Starting at the line that contains "Extract the road", print every remaining line of the entries, unchanged, and output nothing more.

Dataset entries
-----
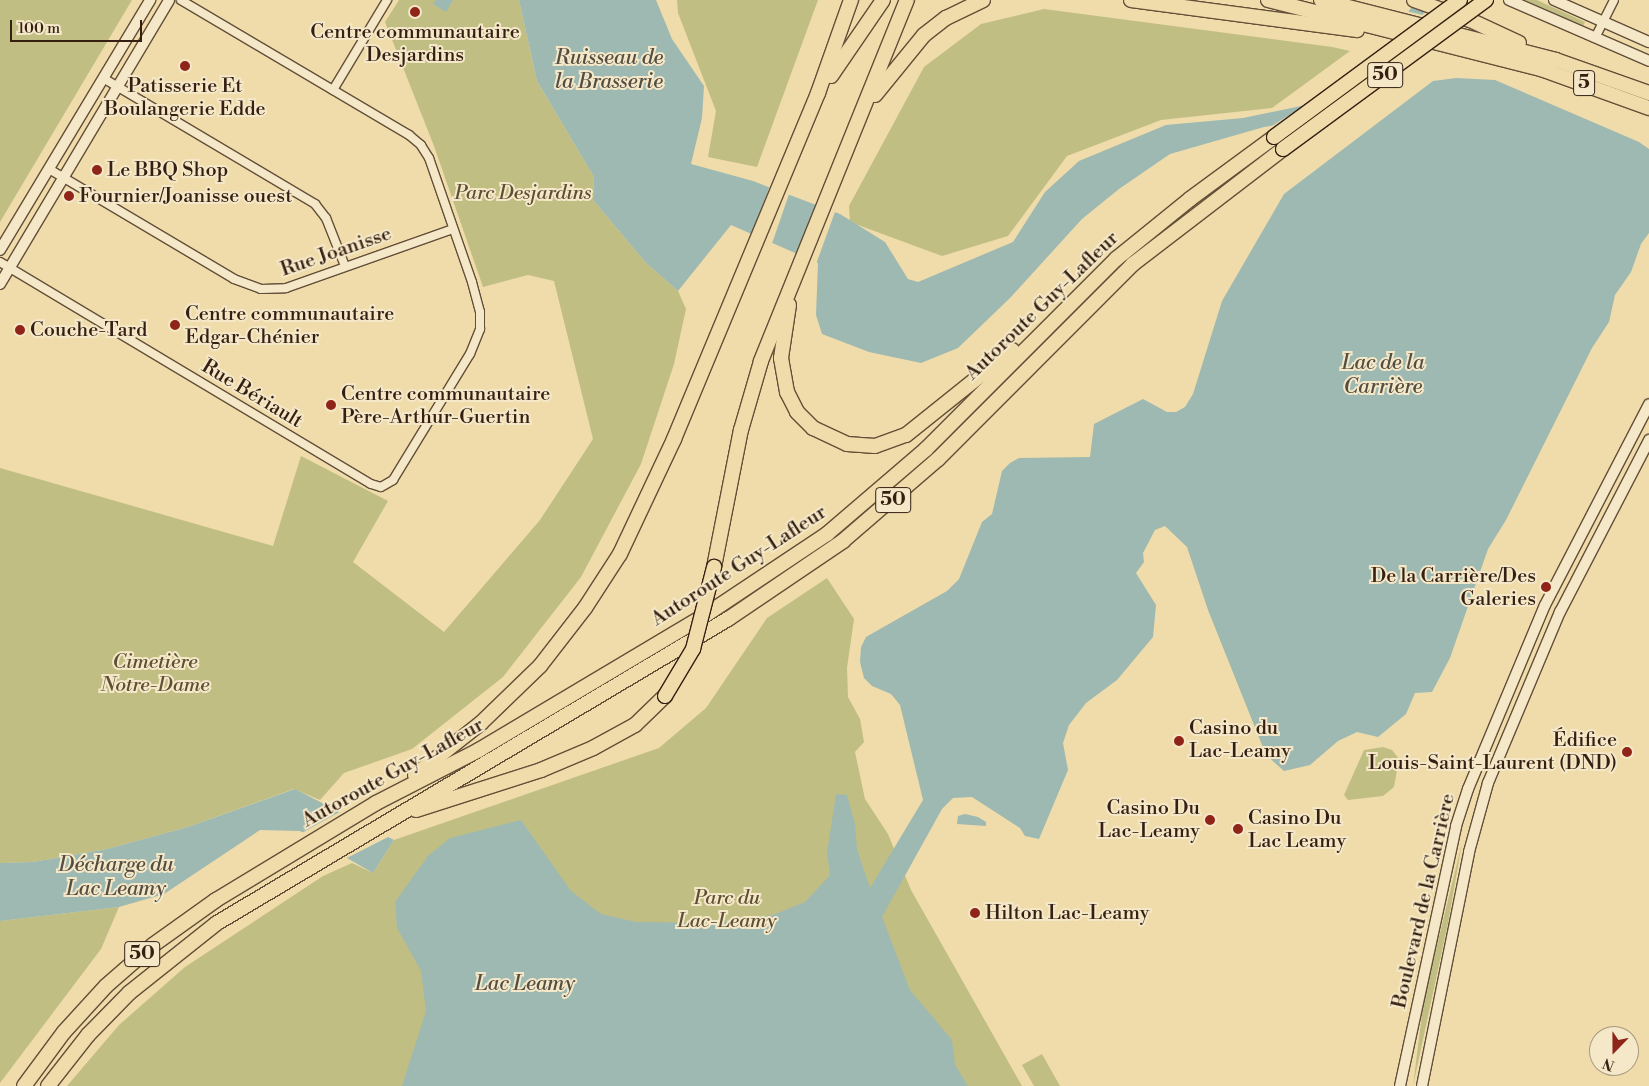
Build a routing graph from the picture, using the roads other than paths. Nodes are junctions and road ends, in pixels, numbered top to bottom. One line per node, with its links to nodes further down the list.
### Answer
1 (150, 0): 24 (main road)
2 (169, 0): 25 (main road)
3 (182, 0): 26 (street)
4 (386, 0): 26 (street)
5 (851, 0): 27 (highway)
6 (883, 0): 27 (highway)
7 (983, 0): 30 (highway)
8 (1131, 0): 19 (highway)
9 (1268, 0): 19 (highway, 5)
10 (1321, 0): 22 (highway, 5)
11 (1414, 0): 22 (highway)
12 (1460, 0): 40 (highway, Autoroute Guy-Lafleur / 50, bridge)
13 (1486, 0): 44 (highway, Autoroute Guy-Lafleur / 50, bridge)
14 (1509, 0): 20 (main road)
15 (1554, 0): 18 (main road)
16 (1614, 0): 18 (street)
17 (907, 2): 30 (highway)
18 (1603, 22): 20 (street); 21 (main road)
19 (1398, 33): 29 (highway, 5)
20 (1595, 38): 23 (main road)
21 (1649, 42)
22 (1556, 60): 28 (highway, 5)
23 (1649, 61)
24 (103, 78): 25 (street); 31 (main road)
25 (118, 86): 32 (main road); 36 (street)
26 (332, 90): 33 (street)
27 (818, 93): 43 (highway)
28 (1649, 93)
29 (1649, 108)
30 (862, 112): 38 (highway)
31 (49, 169): 32 (street, Rue Joanisse); 34 (main road)
32 (63, 177): 36 (street, Rue Joanisse); 37 (main road)
33 (453, 229): 36 (street, Rue Joanisse); 37 (street, Rue Bériault)
34 (0, 250)
35 (0, 262): 37 (street, Rue Bériault)
36 (345, 266)
37 (10, 268): 39 (main road)
38 (793, 278): 40 (highway); 44 (highway, bridge)
39 (0, 284)
40 (1068, 303): 43 (highway, Autoroute Guy-Lafleur / 50)
41 (1649, 404): 47 (main road, Boulevard de la Carrière)
42 (1649, 440): 48 (main road, Boulevard de la Carrière)
43 (376, 803): 45 (highway, Autoroute Guy-Lafleur / 50)
44 (401, 815): 46 (highway, Autoroute Guy-Lafleur / 50)
45 (24, 1086)
46 (48, 1086)
47 (1400, 1086)
48 (1422, 1086)

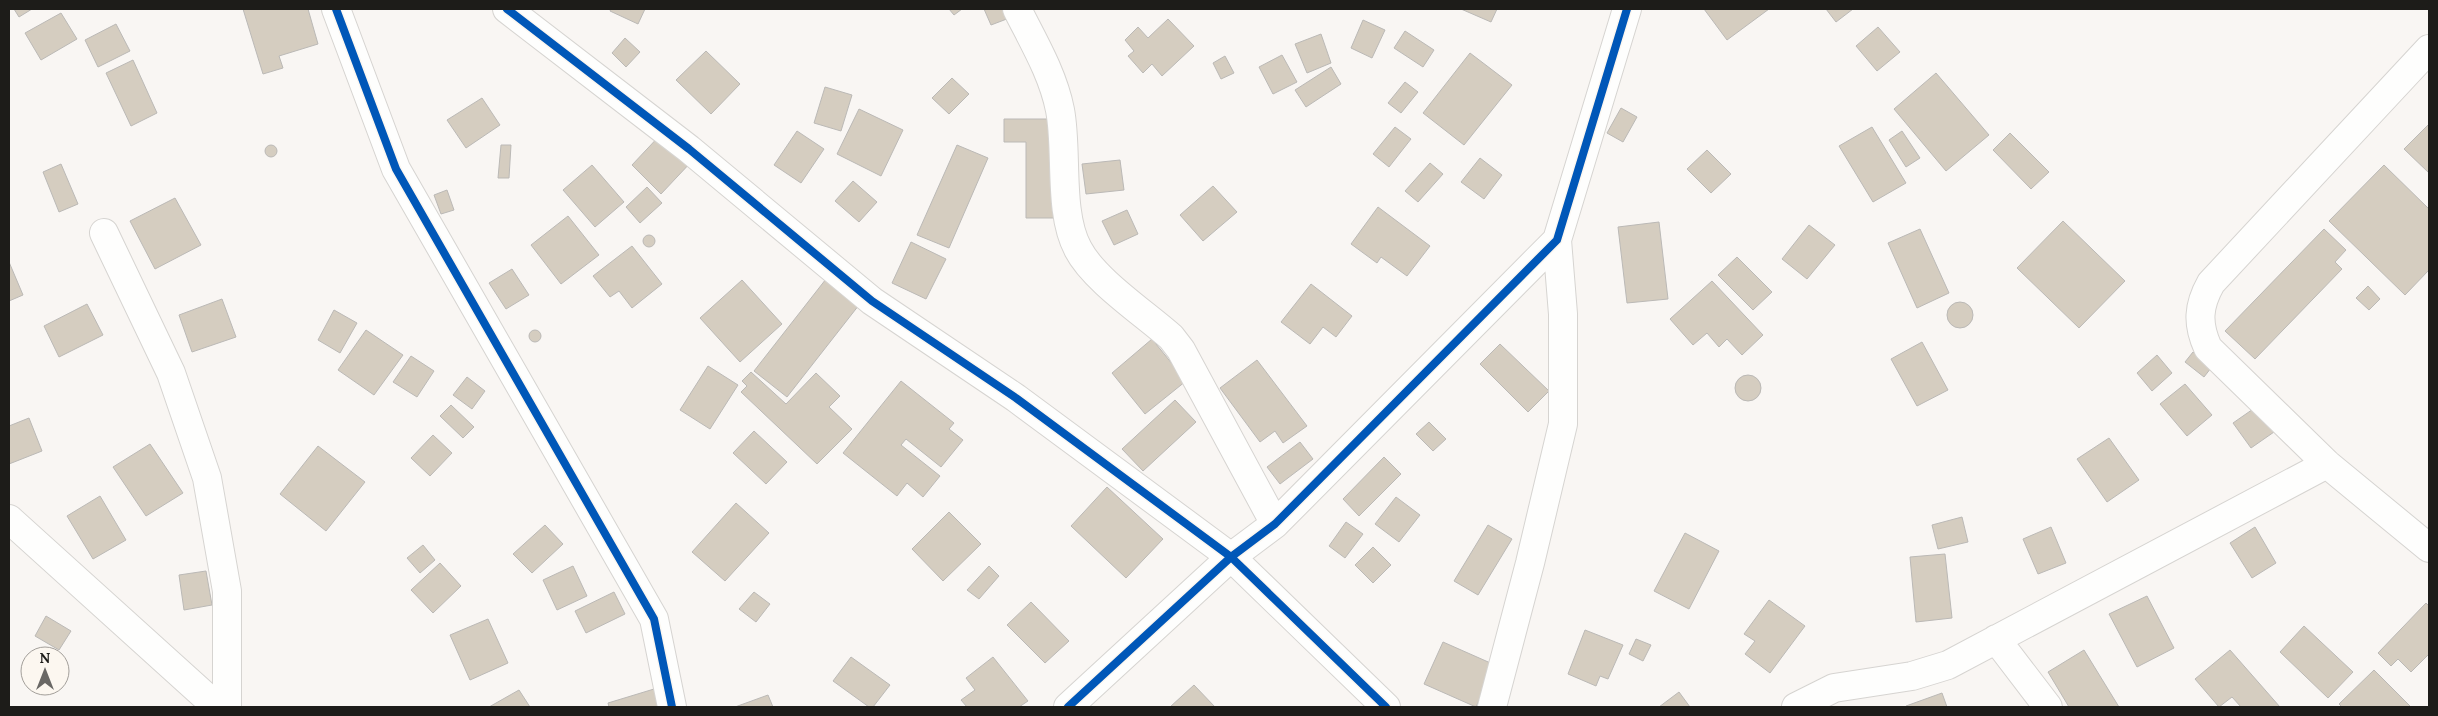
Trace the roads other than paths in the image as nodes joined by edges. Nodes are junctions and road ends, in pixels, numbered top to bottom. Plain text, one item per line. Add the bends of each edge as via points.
1 (336, 9) edge
2 (507, 9) edge
3 (1017, 9) edge
4 (1627, 9) edge
5 (2429, 49) edge
6 (104, 233) dead end
7 (1557, 240) junction
8 (2327, 464) junction
9 (9, 519) edge
10 (1275, 524) junction
11 (2429, 548) edge
12 (1231, 557) junction
13 (1996, 638) junction
14 (216, 707) edge
15 (228, 707) edge
16 (672, 707) edge
17 (1068, 707) edge
18 (1386, 707) edge
19 (1492, 707) edge
20 (1796, 707) edge
21 (2048, 707) edge

1 - 16 street via 396,169 654,619
2 - 12 street via 689,149 872,301 1016,398
3 - 10 street via 1046,68 1060,111 1070,228 1078,249 1094,271 1171,337 1181,350
4 - 7 street
5 - 8 street via 2212,283 2203,298 2199,315 2201,332 2208,348
6 - 15 street via 171,373 207,478 227,591
7 - 10 street
7 - 19 street via 1563,314 1563,424
8 - 11 street
8 - 13 street
9 - 14 street
10 - 12 street
12 - 17 street
12 - 18 street
13 - 20 street via 1930,672 1834,688
13 - 21 street

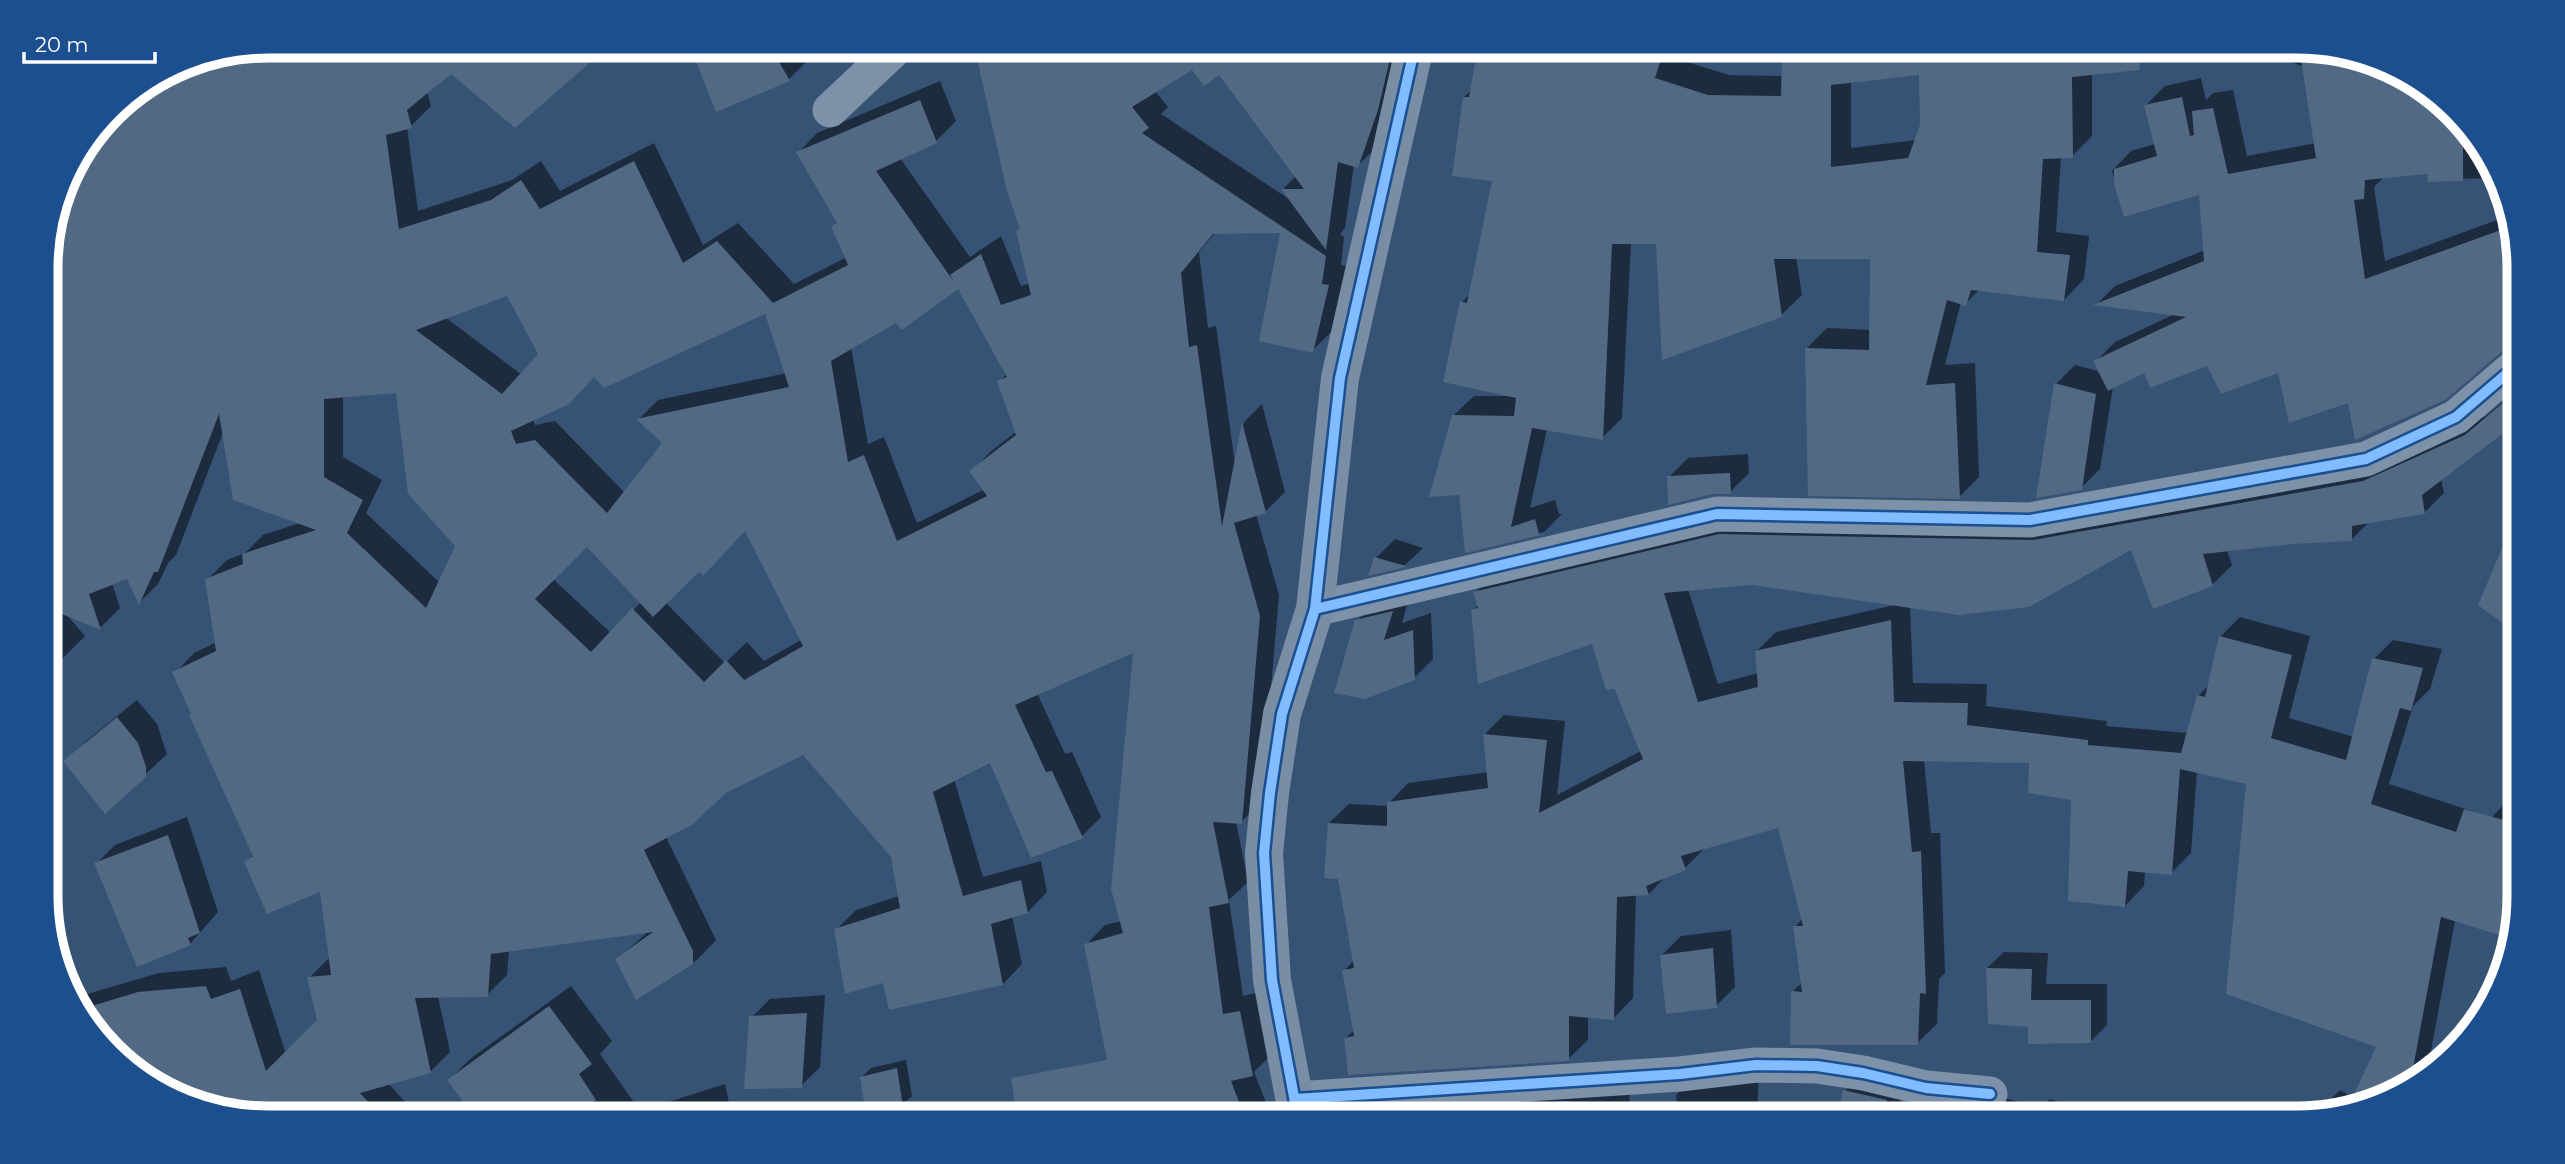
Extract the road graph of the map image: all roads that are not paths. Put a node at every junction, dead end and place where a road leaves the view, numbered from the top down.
1 (885, 58) edge
2 (1412, 58) edge
3 (830, 110) dead end
4 (2507, 373) edge
5 (1315, 609) junction
6 (1990, 1094) dead end
7 (1296, 1106) edge
8 (1318, 1106) edge

1 - 3 street
2 - 5 street
4 - 5 street
5 - 7 street
6 - 8 street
-----
Task result:
Extract the road graph of the map image: all roads that are not paths. Put a node at every junction, dead end and place where a road leaves the view, numbered from the top down.
1 (885, 58) edge
2 (1412, 58) edge
3 (830, 110) dead end
4 (2507, 373) edge
5 (1315, 609) junction
6 (1990, 1094) dead end
7 (1296, 1106) edge
8 (1318, 1106) edge

1 - 3 street
2 - 5 street
4 - 5 street
5 - 7 street
6 - 8 street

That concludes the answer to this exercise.